From the first line of the data through the line containing "Which roads connect", return each line exactly.

Stored records:

-.-.-

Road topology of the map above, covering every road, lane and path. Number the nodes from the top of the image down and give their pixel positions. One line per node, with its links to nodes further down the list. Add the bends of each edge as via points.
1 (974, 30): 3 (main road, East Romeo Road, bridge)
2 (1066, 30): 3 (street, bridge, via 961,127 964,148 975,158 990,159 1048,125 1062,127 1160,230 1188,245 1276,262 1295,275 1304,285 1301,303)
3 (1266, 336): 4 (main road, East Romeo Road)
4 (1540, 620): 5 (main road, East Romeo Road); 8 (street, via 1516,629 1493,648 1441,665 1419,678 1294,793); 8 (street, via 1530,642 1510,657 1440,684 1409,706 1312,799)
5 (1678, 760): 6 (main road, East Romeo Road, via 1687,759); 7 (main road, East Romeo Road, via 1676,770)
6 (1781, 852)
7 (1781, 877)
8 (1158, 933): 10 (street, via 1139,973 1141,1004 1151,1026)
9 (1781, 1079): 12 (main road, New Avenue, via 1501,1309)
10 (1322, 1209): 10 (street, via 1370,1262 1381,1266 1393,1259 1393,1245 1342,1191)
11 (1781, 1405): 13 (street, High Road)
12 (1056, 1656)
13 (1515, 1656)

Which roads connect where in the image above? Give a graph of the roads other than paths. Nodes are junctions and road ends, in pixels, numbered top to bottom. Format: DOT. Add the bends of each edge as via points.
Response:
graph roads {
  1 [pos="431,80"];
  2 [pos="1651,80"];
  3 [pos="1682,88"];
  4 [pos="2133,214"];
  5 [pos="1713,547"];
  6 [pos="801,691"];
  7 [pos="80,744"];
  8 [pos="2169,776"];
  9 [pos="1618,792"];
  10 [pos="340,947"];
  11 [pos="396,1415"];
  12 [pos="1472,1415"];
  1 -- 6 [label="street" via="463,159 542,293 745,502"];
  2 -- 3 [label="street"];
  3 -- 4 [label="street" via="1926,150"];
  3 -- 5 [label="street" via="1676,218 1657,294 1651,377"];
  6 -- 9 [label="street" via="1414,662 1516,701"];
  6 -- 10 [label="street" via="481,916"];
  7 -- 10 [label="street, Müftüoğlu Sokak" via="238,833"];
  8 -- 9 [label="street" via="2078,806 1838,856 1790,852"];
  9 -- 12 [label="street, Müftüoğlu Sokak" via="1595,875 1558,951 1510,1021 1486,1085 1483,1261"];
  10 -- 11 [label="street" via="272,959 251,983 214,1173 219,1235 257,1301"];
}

-.-.-

Solved exercise>
Road topology of the map above, covering every road, lane and path. Number the nodes from the top of the image down and give their pixel positions. One line per node, with its links to nodes further down the list. Add the bends of each edge as via points.
1 (974, 30): 3 (main road, East Romeo Road, bridge)
2 (1066, 30): 3 (street, bridge, via 961,127 964,148 975,158 990,159 1048,125 1062,127 1160,230 1188,245 1276,262 1295,275 1304,285 1301,303)
3 (1266, 336): 4 (main road, East Romeo Road)
4 (1540, 620): 5 (main road, East Romeo Road); 8 (street, via 1516,629 1493,648 1441,665 1419,678 1294,793); 8 (street, via 1530,642 1510,657 1440,684 1409,706 1312,799)
5 (1678, 760): 6 (main road, East Romeo Road, via 1687,759); 7 (main road, East Romeo Road, via 1676,770)
6 (1781, 852)
7 (1781, 877)
8 (1158, 933): 10 (street, via 1139,973 1141,1004 1151,1026)
9 (1781, 1079): 12 (main road, New Avenue, via 1501,1309)
10 (1322, 1209): 10 (street, via 1370,1262 1381,1266 1393,1259 1393,1245 1342,1191)
11 (1781, 1405): 13 (street, High Road)
12 (1056, 1656)
13 (1515, 1656)

Which roads connect where in the image above? Give a graph of the roads other than paths. Nodes are junctions and road ends, in pixels, numbered top to bottom. Format: DOT. Add the bends of each edge as via points.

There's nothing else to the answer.